Dialoge vs. Wortporno

Gestern habe ich mal wieder in eine der ersten Folgen von „House of Cards“ hineingeschaut. Die Situation: Claire Underwood war mit dem Fotografen Adam Galloway aufs Hotelzimmer gegangen, hatte aber im letzten Moment einen Rückzieher gemacht. Nun steht sie mit Frank, ihrem Mann, zu Hause in der Küche.

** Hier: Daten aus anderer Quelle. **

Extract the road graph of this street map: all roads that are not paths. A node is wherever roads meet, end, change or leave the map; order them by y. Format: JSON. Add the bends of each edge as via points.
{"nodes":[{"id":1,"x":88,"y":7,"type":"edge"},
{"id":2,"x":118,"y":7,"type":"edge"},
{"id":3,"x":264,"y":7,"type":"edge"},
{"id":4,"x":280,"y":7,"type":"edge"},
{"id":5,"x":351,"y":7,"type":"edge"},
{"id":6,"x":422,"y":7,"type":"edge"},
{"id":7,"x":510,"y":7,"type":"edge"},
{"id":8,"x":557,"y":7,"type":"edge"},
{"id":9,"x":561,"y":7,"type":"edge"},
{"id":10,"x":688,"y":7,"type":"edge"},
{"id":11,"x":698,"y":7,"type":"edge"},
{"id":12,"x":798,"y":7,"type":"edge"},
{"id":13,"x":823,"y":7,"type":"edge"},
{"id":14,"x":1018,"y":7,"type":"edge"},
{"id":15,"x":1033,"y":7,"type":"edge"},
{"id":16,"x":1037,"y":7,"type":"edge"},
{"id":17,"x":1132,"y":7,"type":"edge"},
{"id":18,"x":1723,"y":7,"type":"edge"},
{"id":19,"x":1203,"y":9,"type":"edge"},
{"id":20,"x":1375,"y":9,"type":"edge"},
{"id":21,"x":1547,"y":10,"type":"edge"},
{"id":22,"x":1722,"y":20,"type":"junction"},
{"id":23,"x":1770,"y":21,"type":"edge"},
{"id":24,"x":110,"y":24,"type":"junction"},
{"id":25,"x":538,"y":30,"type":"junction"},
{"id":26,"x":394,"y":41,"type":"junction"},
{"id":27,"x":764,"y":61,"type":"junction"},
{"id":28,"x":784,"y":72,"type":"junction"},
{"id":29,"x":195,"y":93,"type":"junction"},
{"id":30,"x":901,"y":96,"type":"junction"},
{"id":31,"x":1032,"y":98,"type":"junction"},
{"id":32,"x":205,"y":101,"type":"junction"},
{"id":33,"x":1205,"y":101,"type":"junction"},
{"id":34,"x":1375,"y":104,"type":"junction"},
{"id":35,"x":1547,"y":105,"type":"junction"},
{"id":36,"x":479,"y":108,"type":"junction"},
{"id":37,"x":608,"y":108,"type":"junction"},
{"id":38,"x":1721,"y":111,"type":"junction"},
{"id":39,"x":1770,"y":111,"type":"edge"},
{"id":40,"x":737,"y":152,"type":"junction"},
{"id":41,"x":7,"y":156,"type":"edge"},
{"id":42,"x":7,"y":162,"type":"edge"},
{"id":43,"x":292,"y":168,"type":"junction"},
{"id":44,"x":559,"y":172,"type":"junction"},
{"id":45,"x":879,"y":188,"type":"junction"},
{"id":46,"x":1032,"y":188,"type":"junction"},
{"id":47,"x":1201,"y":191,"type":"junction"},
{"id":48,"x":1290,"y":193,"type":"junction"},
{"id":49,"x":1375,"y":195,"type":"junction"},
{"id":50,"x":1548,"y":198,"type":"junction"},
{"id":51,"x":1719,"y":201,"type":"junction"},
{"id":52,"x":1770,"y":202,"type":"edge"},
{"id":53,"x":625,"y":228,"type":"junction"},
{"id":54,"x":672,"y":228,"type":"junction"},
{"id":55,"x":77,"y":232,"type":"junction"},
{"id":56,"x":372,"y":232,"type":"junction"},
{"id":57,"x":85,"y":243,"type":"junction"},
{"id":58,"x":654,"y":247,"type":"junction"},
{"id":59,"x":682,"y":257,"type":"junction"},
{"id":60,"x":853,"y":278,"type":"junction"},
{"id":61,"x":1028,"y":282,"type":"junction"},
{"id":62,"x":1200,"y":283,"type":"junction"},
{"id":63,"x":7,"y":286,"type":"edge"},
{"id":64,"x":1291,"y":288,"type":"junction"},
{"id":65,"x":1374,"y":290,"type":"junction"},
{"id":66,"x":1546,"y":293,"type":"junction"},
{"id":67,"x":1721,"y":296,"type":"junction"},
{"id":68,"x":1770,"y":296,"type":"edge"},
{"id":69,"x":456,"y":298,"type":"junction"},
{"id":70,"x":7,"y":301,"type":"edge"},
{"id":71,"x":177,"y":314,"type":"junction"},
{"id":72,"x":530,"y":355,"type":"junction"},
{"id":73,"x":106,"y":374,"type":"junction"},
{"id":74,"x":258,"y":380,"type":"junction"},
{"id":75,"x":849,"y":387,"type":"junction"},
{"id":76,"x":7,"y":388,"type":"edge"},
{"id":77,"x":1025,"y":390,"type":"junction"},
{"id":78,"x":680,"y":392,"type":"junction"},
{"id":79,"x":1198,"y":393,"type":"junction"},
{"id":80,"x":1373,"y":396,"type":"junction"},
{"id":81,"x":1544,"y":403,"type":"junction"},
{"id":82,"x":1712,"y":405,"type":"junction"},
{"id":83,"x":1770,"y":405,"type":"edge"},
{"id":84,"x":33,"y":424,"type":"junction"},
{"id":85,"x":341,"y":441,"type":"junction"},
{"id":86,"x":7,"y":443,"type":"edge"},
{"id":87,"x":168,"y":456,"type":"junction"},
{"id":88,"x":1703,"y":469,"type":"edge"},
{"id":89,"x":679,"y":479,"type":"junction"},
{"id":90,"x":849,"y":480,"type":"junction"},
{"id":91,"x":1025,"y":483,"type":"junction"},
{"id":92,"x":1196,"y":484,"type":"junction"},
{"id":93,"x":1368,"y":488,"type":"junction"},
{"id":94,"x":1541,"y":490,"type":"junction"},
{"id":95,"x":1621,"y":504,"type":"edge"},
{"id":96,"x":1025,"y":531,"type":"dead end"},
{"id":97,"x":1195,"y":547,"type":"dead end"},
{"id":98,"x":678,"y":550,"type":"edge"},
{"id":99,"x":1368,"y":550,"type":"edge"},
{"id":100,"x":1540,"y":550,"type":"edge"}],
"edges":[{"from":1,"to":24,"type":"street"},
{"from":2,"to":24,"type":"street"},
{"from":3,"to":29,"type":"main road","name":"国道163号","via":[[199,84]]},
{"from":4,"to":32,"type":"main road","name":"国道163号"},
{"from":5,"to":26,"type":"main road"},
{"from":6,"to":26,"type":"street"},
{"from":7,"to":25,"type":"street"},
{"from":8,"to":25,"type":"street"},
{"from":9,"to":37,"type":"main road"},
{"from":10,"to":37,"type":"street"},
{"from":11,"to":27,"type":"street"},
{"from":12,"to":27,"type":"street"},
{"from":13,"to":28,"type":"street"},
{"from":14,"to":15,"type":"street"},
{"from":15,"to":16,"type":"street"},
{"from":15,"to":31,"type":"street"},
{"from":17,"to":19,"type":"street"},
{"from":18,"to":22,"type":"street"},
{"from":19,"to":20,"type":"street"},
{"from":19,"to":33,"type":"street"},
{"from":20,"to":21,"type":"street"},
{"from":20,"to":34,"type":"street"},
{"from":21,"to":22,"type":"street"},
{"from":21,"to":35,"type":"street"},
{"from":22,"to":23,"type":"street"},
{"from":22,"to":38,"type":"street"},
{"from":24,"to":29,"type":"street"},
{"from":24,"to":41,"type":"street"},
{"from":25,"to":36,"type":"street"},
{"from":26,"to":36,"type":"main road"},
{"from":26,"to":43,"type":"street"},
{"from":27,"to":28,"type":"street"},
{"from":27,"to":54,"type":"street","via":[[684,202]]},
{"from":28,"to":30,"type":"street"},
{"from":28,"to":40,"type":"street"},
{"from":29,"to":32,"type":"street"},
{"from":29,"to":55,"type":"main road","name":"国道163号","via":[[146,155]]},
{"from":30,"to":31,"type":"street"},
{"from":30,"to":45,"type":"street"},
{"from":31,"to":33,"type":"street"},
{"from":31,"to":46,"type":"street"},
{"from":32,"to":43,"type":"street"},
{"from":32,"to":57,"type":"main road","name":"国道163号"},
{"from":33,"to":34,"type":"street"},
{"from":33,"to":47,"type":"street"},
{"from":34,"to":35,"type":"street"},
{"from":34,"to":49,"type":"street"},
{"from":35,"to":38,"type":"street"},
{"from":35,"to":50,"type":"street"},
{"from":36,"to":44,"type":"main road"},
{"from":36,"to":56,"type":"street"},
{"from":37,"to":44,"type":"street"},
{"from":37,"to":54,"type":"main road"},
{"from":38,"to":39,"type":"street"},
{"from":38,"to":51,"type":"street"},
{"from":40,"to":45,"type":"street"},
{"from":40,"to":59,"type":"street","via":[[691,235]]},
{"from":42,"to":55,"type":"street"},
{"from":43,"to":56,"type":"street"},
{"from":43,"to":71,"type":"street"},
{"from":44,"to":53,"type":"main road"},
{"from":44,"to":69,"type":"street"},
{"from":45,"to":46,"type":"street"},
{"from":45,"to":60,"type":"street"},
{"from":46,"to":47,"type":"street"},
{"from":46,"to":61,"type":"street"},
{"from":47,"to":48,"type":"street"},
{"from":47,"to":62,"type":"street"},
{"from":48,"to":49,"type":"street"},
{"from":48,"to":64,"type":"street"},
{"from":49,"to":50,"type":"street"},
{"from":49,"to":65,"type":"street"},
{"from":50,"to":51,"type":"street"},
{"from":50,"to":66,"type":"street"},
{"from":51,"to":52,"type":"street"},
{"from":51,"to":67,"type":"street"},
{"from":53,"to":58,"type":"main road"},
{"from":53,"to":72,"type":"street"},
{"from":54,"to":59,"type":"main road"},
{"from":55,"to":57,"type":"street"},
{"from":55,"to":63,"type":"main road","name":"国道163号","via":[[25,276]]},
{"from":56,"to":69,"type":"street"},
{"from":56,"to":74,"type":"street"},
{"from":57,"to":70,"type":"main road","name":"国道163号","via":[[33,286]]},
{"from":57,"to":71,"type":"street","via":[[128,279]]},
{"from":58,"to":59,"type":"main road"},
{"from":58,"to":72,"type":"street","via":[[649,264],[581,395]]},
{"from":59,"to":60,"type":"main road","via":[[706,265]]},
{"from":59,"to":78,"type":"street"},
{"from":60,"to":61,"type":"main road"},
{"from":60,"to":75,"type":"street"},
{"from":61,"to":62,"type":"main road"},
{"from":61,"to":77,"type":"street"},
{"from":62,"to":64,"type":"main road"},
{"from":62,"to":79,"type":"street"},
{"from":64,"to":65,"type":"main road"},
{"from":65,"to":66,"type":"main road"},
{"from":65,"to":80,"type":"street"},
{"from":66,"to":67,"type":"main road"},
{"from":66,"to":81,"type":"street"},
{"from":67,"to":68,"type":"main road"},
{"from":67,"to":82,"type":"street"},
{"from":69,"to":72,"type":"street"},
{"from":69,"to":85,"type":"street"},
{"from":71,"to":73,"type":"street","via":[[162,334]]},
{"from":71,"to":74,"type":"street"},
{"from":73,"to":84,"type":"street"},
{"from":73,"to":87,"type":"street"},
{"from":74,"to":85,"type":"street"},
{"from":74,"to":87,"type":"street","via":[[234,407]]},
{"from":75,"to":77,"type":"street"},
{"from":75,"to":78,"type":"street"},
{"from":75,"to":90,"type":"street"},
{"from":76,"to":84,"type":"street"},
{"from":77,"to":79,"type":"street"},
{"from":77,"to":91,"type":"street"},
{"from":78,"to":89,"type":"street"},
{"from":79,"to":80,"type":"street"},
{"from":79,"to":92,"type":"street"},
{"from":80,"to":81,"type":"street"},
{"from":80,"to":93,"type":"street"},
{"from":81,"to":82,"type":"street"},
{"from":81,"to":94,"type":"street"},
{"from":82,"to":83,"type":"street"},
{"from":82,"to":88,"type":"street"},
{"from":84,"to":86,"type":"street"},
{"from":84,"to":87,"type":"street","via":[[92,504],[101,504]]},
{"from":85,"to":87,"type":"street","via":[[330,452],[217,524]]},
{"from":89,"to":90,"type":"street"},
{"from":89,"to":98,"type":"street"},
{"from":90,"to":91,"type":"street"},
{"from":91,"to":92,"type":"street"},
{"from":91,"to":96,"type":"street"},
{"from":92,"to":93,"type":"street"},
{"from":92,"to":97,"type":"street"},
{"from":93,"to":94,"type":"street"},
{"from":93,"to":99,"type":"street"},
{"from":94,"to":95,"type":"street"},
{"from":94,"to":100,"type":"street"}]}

Claire: „Adam ist wieder in der Stadt.“
Frank: „Wo übernachtet er?“
Claire: „Im Marriotts.“
Frank: „Und wo übernachtest Du?“
Claire: „Hier!“

Damit wurde nichts ausgesprochen, aber alles gesagt. Frank wusste von Claires Affäre, sie hat sie beendet, beide vergewissern sich ihrer Loyalität. Meisterhaft! So geht Dialog.

Direkt danach zappe ich in eine Degeto-Schmonzette hinein, einem Wortporno der übelsten Sorte, in dem die Protagonisten sich neunzig Minuten lang gegenseitig ihre Gefühle offenbaren um die Ohren hauen. Ich hatte ja keine Ahnung, dass Captain Obvious auch Drehbücher schreibt. Nichts bleibt ambivalent, alles wird 1:1 ausgesprochen. Das ist, als würde man auf die Nutellastulle noch Zucker streuen. Nein, genau so geht’s nicht.